§ **WHAT IS NEEDED**
Give the listing again character for character, but drop the images.

§ **EXCERPTED RECORDS**
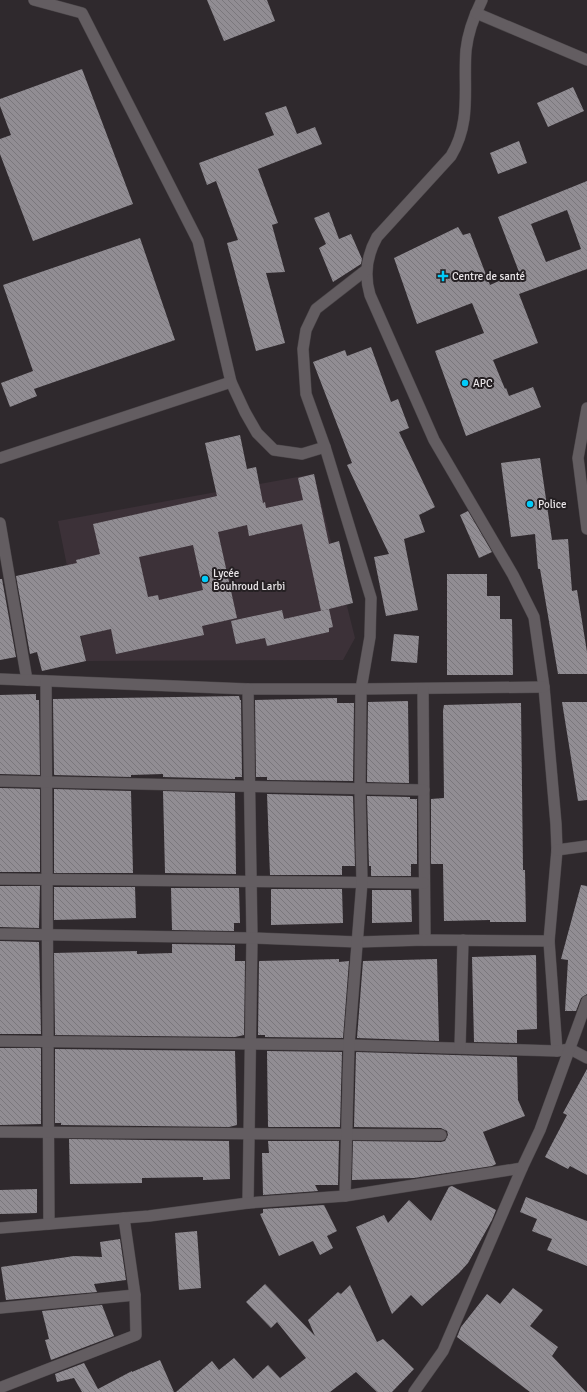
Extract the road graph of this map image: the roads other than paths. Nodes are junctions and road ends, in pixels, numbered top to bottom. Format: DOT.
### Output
graph roads {
  1 [pos="34,0"];
  2 [pos="482,0"];
  3 [pos="476,13"];
  4 [pos="587,60"];
  5 [pos="366,270"];
  6 [pos="230,382"];
  7 [pos="587,408"];
  8 [pos="325,447"];
  9 [pos="0,458"];
  10 [pos="582,458"];
  11 [pos="0,523"];
  12 [pos="587,529"];
  13 [pos="0,679"];
  14 [pos="28,680"];
  15 [pos="46,681"];
  16 [pos="544,686"];
  17 [pos="248,689"];
  18 [pos="361,689"];
  19 [pos="423,689"];
  20 [pos="0,781"];
  21 [pos="46,782"];
  22 [pos="249,786"];
  23 [pos="360,789"];
  24 [pos="424,790"];
  25 [pos="587,846"];
  26 [pos="557,850"];
  27 [pos="0,879"];
  28 [pos="46,879"];
  29 [pos="251,881"];
  30 [pos="362,882"];
  31 [pos="424,882"];
  32 [pos="0,934"];
  33 [pos="46,935"];
  34 [pos="252,938"];
  35 [pos="425,940"];
  36 [pos="463,940"];
  37 [pos="549,941"];
  38 [pos="358,942"];
  39 [pos="587,1001"];
  40 [pos="0,1041"];
  41 [pos="47,1042"];
  42 [pos="250,1044"];
  43 [pos="350,1045"];
  44 [pos="460,1048"];
  45 [pos="570,1049"];
  46 [pos="557,1051"];
  47 [pos="587,1058"];
  48 [pos="0,1132"];
  49 [pos="48,1133"];
  50 [pos="248,1133"];
  51 [pos="348,1134"];
  52 [pos="441,1135"];
  53 [pos="522,1168"];
  54 [pos="345,1196"];
  55 [pos="248,1204"];
  56 [pos="124,1218"];
  57 [pos="48,1224"];
  58 [pos="0,1228"];
  59 [pos="135,1295"];
  60 [pos="0,1308"];
  61 [pos="2,1386"];
  62 [pos="414,1392"];
  1 -- 6 [label="street"];
  2 -- 3 [label="street"];
  3 -- 4 [label="street"];
  3 -- 5 [label="street"];
  5 -- 8 [label="street"];
  5 -- 16 [label="street"];
  6 -- 8 [label="street"];
  6 -- 9 [label="street"];
  7 -- 10 [label="street"];
  8 -- 18 [label="street"];
  10 -- 12 [label="street"];
  11 -- 14 [label="street"];
  13 -- 14 [label="street"];
  14 -- 15 [label="street"];
  15 -- 17 [label="street"];
  15 -- 21 [label="street"];
  16 -- 19 [label="street"];
  16 -- 26 [label="street"];
  17 -- 18 [label="street"];
  17 -- 22 [label="street"];
  18 -- 19 [label="street"];
  18 -- 23 [label="street"];
  19 -- 24 [label="street"];
  20 -- 21 [label="street"];
  21 -- 22 [label="street"];
  21 -- 28 [label="street"];
  22 -- 23 [label="street"];
  22 -- 29 [label="street"];
  23 -- 24 [label="street"];
  23 -- 30 [label="street"];
  24 -- 31 [label="street"];
  25 -- 26 [label="street"];
  26 -- 37 [label="street"];
  27 -- 28 [label="street"];
  28 -- 29 [label="street"];
  28 -- 33 [label="street"];
  29 -- 30 [label="street"];
  29 -- 34 [label="street"];
  30 -- 31 [label="street"];
  30 -- 38 [label="street"];
  31 -- 35 [label="street"];
  32 -- 33 [label="street"];
  33 -- 34 [label="street"];
  33 -- 41 [label="street"];
  34 -- 38 [label="street"];
  34 -- 42 [label="street"];
  35 -- 36 [label="street"];
  35 -- 38 [label="street"];
  36 -- 37 [label="street"];
  36 -- 44 [label="street"];
  37 -- 46 [label="street"];
  38 -- 43 [label="street"];
  39 -- 45 [label="street"];
  40 -- 41 [label="street"];
  41 -- 42 [label="street"];
  41 -- 49 [label="street"];
  42 -- 43 [label="street"];
  42 -- 50 [label="street"];
  43 -- 44 [label="street"];
  43 -- 51 [label="street"];
  44 -- 46 [label="street"];
  45 -- 46 [label="street"];
  45 -- 47 [label="street"];
  45 -- 53 [label="street"];
  48 -- 49 [label="street"];
  49 -- 50 [label="street"];
  49 -- 57 [label="street"];
  50 -- 51 [label="street"];
  50 -- 55 [label="street"];
  51 -- 52 [label="street"];
  51 -- 54 [label="street"];
  53 -- 54 [label="street"];
  53 -- 62 [label="street"];
  54 -- 55 [label="street"];
  55 -- 56 [label="street"];
  56 -- 57 [label="street"];
  56 -- 59 [label="street"];
  57 -- 58 [label="street"];
  59 -- 60 [label="street"];
  59 -- 61 [label="street"];
}
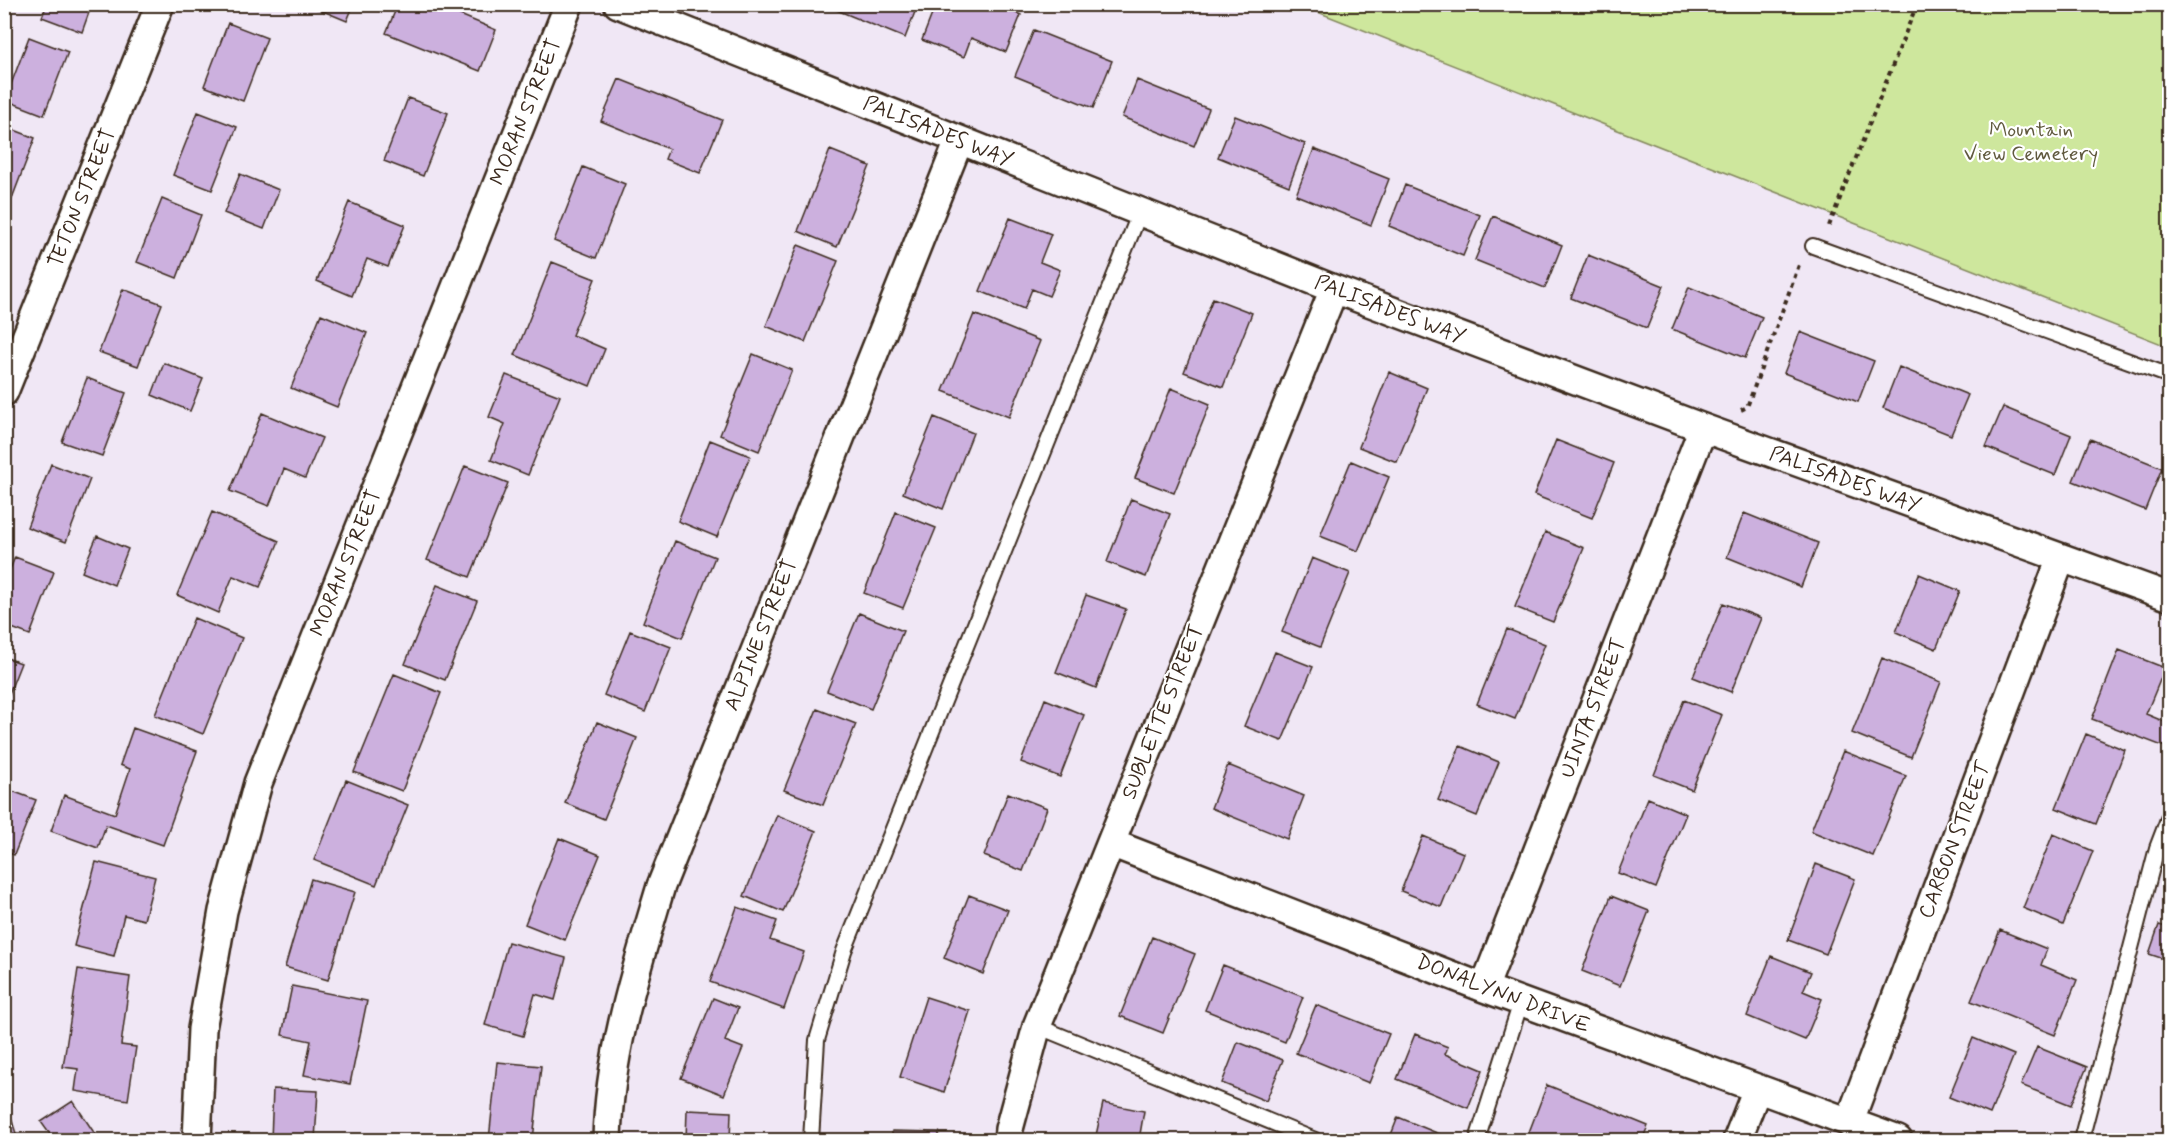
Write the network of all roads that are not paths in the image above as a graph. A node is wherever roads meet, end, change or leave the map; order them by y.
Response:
1 (160, 4) edge
2 (569, 4) edge
3 (618, 4) edge
4 (959, 141) junction
5 (1140, 212) junction
6 (1813, 246) dead end
7 (1334, 289) junction
8 (2169, 376) edge
9 (4, 392) edge
10 (1703, 428) junction
11 (2061, 558) junction
12 (2169, 597) edge
13 (2169, 814) edge
14 (1111, 843) junction
15 (1484, 988) junction
16 (1521, 1002) junction
17 (1037, 1026) junction
18 (1757, 1089) junction
19 (1849, 1123) junction
20 (197, 1140) edge
21 (607, 1140) edge
22 (811, 1140) edge
23 (1008, 1140) edge
24 (1315, 1140) edge
25 (1478, 1140) edge
26 (1737, 1140) edge
27 (1898, 1140) edge
28 (2081, 1140) edge

1 - 9 street, TETON STREET
2 - 20 street, MORAN STREET
3 - 4 street, PALISADES WAY
4 - 5 street, PALISADES WAY
4 - 21 street, ALPINE STREET
5 - 7 street, PALISADES WAY
5 - 22 lane
6 - 8 lane
7 - 10 street, PALISADES WAY
7 - 14 street, SUBLETTE STREET
10 - 11 street, PALISADES WAY
10 - 15 street, UINTA STREET
11 - 12 street, PALISADES WAY
11 - 19 street, CARBON STREET
13 - 28 lane
14 - 15 street, DONALYNN DRIVE
14 - 17 street, SUBLETTE STREET
15 - 16 street, DONALYNN DRIVE
16 - 18 street, DONALYNN DRIVE
16 - 25 lane
17 - 23 street, SUBLETTE STREET
17 - 24 lane
18 - 19 street, DONALYNN DRIVE
18 - 26 street
19 - 27 street, DONALYNN DRIVE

§ **RESULT OF THE TASK**
Extract the road graph of this map image: the roads other than paths. Nodes are junctions and road ends, in pixels, numbered top to bottom. Format: DOT.
### Output
graph roads {
  1 [pos="34,0"];
  2 [pos="482,0"];
  3 [pos="476,13"];
  4 [pos="587,60"];
  5 [pos="366,270"];
  6 [pos="230,382"];
  7 [pos="587,408"];
  8 [pos="325,447"];
  9 [pos="0,458"];
  10 [pos="582,458"];
  11 [pos="0,523"];
  12 [pos="587,529"];
  13 [pos="0,679"];
  14 [pos="28,680"];
  15 [pos="46,681"];
  16 [pos="544,686"];
  17 [pos="248,689"];
  18 [pos="361,689"];
  19 [pos="423,689"];
  20 [pos="0,781"];
  21 [pos="46,782"];
  22 [pos="249,786"];
  23 [pos="360,789"];
  24 [pos="424,790"];
  25 [pos="587,846"];
  26 [pos="557,850"];
  27 [pos="0,879"];
  28 [pos="46,879"];
  29 [pos="251,881"];
  30 [pos="362,882"];
  31 [pos="424,882"];
  32 [pos="0,934"];
  33 [pos="46,935"];
  34 [pos="252,938"];
  35 [pos="425,940"];
  36 [pos="463,940"];
  37 [pos="549,941"];
  38 [pos="358,942"];
  39 [pos="587,1001"];
  40 [pos="0,1041"];
  41 [pos="47,1042"];
  42 [pos="250,1044"];
  43 [pos="350,1045"];
  44 [pos="460,1048"];
  45 [pos="570,1049"];
  46 [pos="557,1051"];
  47 [pos="587,1058"];
  48 [pos="0,1132"];
  49 [pos="48,1133"];
  50 [pos="248,1133"];
  51 [pos="348,1134"];
  52 [pos="441,1135"];
  53 [pos="522,1168"];
  54 [pos="345,1196"];
  55 [pos="248,1204"];
  56 [pos="124,1218"];
  57 [pos="48,1224"];
  58 [pos="0,1228"];
  59 [pos="135,1295"];
  60 [pos="0,1308"];
  61 [pos="2,1386"];
  62 [pos="414,1392"];
  1 -- 6 [label="street"];
  2 -- 3 [label="street"];
  3 -- 4 [label="street"];
  3 -- 5 [label="street"];
  5 -- 8 [label="street"];
  5 -- 16 [label="street"];
  6 -- 8 [label="street"];
  6 -- 9 [label="street"];
  7 -- 10 [label="street"];
  8 -- 18 [label="street"];
  10 -- 12 [label="street"];
  11 -- 14 [label="street"];
  13 -- 14 [label="street"];
  14 -- 15 [label="street"];
  15 -- 17 [label="street"];
  15 -- 21 [label="street"];
  16 -- 19 [label="street"];
  16 -- 26 [label="street"];
  17 -- 18 [label="street"];
  17 -- 22 [label="street"];
  18 -- 19 [label="street"];
  18 -- 23 [label="street"];
  19 -- 24 [label="street"];
  20 -- 21 [label="street"];
  21 -- 22 [label="street"];
  21 -- 28 [label="street"];
  22 -- 23 [label="street"];
  22 -- 29 [label="street"];
  23 -- 24 [label="street"];
  23 -- 30 [label="street"];
  24 -- 31 [label="street"];
  25 -- 26 [label="street"];
  26 -- 37 [label="street"];
  27 -- 28 [label="street"];
  28 -- 29 [label="street"];
  28 -- 33 [label="street"];
  29 -- 30 [label="street"];
  29 -- 34 [label="street"];
  30 -- 31 [label="street"];
  30 -- 38 [label="street"];
  31 -- 35 [label="street"];
  32 -- 33 [label="street"];
  33 -- 34 [label="street"];
  33 -- 41 [label="street"];
  34 -- 38 [label="street"];
  34 -- 42 [label="street"];
  35 -- 36 [label="street"];
  35 -- 38 [label="street"];
  36 -- 37 [label="street"];
  36 -- 44 [label="street"];
  37 -- 46 [label="street"];
  38 -- 43 [label="street"];
  39 -- 45 [label="street"];
  40 -- 41 [label="street"];
  41 -- 42 [label="street"];
  41 -- 49 [label="street"];
  42 -- 43 [label="street"];
  42 -- 50 [label="street"];
  43 -- 44 [label="street"];
  43 -- 51 [label="street"];
  44 -- 46 [label="street"];
  45 -- 46 [label="street"];
  45 -- 47 [label="street"];
  45 -- 53 [label="street"];
  48 -- 49 [label="street"];
  49 -- 50 [label="street"];
  49 -- 57 [label="street"];
  50 -- 51 [label="street"];
  50 -- 55 [label="street"];
  51 -- 52 [label="street"];
  51 -- 54 [label="street"];
  53 -- 54 [label="street"];
  53 -- 62 [label="street"];
  54 -- 55 [label="street"];
  55 -- 56 [label="street"];
  56 -- 57 [label="street"];
  56 -- 59 [label="street"];
  57 -- 58 [label="street"];
  59 -- 60 [label="street"];
  59 -- 61 [label="street"];
}
Write the network of all roads that are not paths in the image above as a graph. A node is wherever roads meet, end, change or leave the map; order them by y.
Response:
1 (160, 4) edge
2 (569, 4) edge
3 (618, 4) edge
4 (959, 141) junction
5 (1140, 212) junction
6 (1813, 246) dead end
7 (1334, 289) junction
8 (2169, 376) edge
9 (4, 392) edge
10 (1703, 428) junction
11 (2061, 558) junction
12 (2169, 597) edge
13 (2169, 814) edge
14 (1111, 843) junction
15 (1484, 988) junction
16 (1521, 1002) junction
17 (1037, 1026) junction
18 (1757, 1089) junction
19 (1849, 1123) junction
20 (197, 1140) edge
21 (607, 1140) edge
22 (811, 1140) edge
23 (1008, 1140) edge
24 (1315, 1140) edge
25 (1478, 1140) edge
26 (1737, 1140) edge
27 (1898, 1140) edge
28 (2081, 1140) edge

1 - 9 street, TETON STREET
2 - 20 street, MORAN STREET
3 - 4 street, PALISADES WAY
4 - 5 street, PALISADES WAY
4 - 21 street, ALPINE STREET
5 - 7 street, PALISADES WAY
5 - 22 lane
6 - 8 lane
7 - 10 street, PALISADES WAY
7 - 14 street, SUBLETTE STREET
10 - 11 street, PALISADES WAY
10 - 15 street, UINTA STREET
11 - 12 street, PALISADES WAY
11 - 19 street, CARBON STREET
13 - 28 lane
14 - 15 street, DONALYNN DRIVE
14 - 17 street, SUBLETTE STREET
15 - 16 street, DONALYNN DRIVE
16 - 18 street, DONALYNN DRIVE
16 - 25 lane
17 - 23 street, SUBLETTE STREET
17 - 24 lane
18 - 19 street, DONALYNN DRIVE
18 - 26 street
19 - 27 street, DONALYNN DRIVE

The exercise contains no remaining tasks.